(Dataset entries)
*** Begin section ***

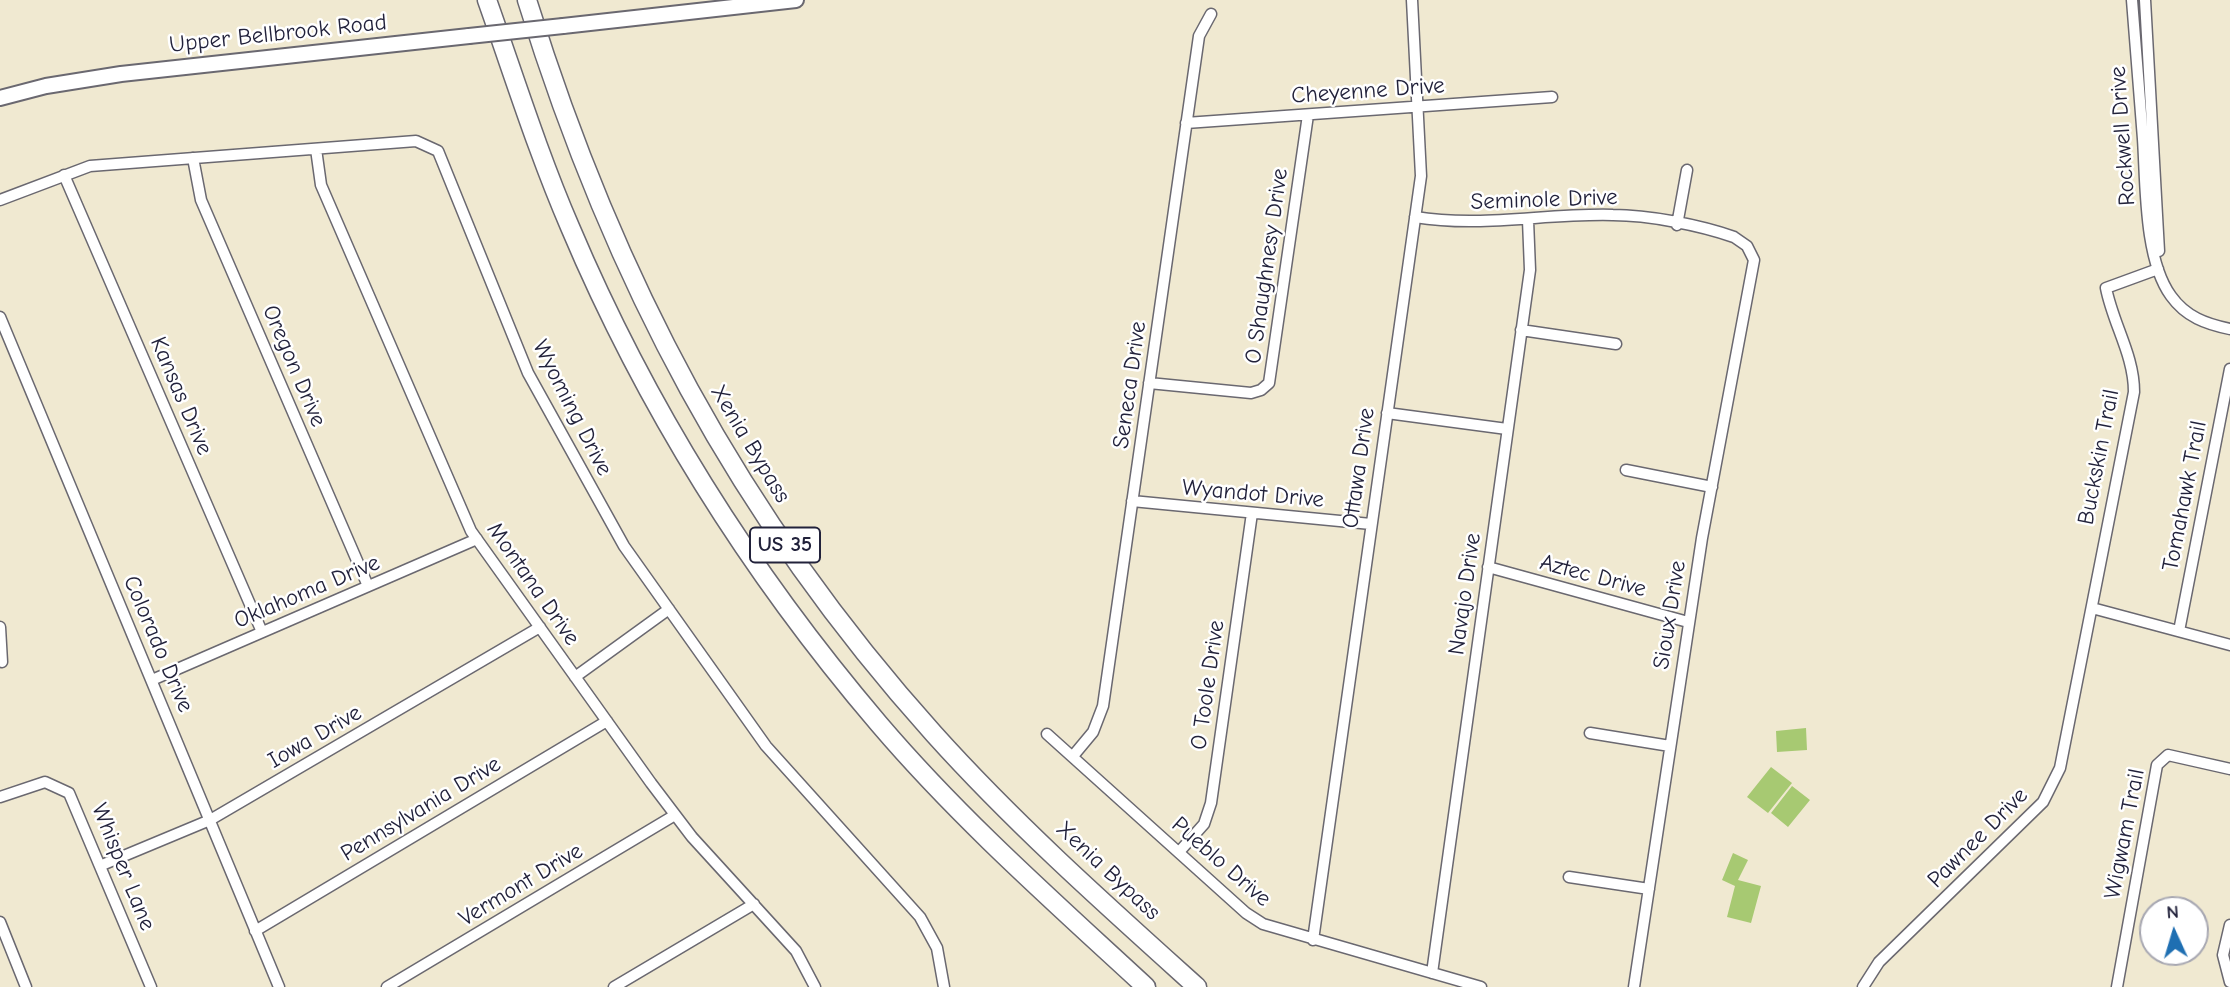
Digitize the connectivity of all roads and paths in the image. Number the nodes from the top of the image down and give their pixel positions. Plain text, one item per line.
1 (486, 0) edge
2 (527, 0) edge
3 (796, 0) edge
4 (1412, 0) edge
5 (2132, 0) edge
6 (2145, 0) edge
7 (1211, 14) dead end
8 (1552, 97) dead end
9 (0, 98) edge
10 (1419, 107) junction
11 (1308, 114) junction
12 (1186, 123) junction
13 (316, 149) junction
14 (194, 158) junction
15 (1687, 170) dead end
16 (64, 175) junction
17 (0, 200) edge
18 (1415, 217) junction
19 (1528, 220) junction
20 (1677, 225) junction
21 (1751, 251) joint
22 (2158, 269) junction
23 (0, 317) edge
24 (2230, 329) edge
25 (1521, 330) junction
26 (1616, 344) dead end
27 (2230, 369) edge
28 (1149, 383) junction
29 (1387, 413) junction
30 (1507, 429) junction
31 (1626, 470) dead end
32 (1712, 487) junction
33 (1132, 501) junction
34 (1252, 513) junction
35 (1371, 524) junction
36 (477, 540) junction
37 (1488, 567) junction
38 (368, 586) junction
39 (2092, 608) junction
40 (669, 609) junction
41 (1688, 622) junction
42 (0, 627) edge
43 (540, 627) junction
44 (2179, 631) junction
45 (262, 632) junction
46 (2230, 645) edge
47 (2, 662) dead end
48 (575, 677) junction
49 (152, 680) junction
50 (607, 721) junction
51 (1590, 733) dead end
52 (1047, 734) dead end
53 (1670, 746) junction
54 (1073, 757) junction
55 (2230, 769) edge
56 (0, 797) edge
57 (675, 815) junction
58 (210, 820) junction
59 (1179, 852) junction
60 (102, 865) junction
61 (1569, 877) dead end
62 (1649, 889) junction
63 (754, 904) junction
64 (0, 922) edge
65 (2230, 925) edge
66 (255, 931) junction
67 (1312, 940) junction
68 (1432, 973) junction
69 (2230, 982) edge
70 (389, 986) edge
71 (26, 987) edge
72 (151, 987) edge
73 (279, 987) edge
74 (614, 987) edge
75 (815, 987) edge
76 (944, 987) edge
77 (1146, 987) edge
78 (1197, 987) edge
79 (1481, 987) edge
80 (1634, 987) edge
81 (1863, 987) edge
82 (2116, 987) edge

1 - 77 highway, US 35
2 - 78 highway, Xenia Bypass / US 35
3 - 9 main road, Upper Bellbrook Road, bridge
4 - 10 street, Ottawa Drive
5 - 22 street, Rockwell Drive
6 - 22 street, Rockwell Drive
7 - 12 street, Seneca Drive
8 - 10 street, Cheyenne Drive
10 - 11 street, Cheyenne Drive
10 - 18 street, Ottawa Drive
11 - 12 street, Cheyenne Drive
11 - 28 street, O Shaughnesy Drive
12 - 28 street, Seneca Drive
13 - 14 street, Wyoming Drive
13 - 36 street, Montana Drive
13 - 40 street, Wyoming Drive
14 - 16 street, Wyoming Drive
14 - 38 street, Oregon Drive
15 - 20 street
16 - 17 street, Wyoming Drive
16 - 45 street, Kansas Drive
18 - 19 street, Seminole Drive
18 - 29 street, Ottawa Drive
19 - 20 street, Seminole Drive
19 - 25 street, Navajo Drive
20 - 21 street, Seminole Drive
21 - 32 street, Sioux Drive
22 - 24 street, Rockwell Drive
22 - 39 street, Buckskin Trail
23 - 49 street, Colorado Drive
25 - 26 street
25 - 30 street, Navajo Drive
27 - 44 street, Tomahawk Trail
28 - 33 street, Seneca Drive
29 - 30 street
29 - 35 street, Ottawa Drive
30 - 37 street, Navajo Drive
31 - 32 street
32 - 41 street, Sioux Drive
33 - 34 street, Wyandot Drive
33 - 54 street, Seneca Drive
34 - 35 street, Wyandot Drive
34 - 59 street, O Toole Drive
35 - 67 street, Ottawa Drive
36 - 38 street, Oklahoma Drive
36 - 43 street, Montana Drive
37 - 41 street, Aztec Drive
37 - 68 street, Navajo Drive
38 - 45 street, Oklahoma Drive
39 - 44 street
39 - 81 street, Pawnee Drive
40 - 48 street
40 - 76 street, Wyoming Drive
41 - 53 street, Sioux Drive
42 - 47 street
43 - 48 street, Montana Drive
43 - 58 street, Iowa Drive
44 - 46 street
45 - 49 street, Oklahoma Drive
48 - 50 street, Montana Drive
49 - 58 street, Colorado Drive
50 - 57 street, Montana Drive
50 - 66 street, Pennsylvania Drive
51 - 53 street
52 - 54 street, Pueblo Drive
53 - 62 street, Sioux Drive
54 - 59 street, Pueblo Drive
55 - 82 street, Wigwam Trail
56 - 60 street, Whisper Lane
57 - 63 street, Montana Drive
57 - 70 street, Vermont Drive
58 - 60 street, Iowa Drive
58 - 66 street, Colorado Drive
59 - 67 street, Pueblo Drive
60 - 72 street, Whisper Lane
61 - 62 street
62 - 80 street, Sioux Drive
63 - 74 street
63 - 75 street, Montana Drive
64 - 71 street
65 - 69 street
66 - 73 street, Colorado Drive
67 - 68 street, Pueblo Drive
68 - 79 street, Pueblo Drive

*** End section ***

Task to complete: Which lines above hold the string "highway"? Copy every one of them.

Task solution:
1 - 77 highway, US 35
2 - 78 highway, Xenia Bypass / US 35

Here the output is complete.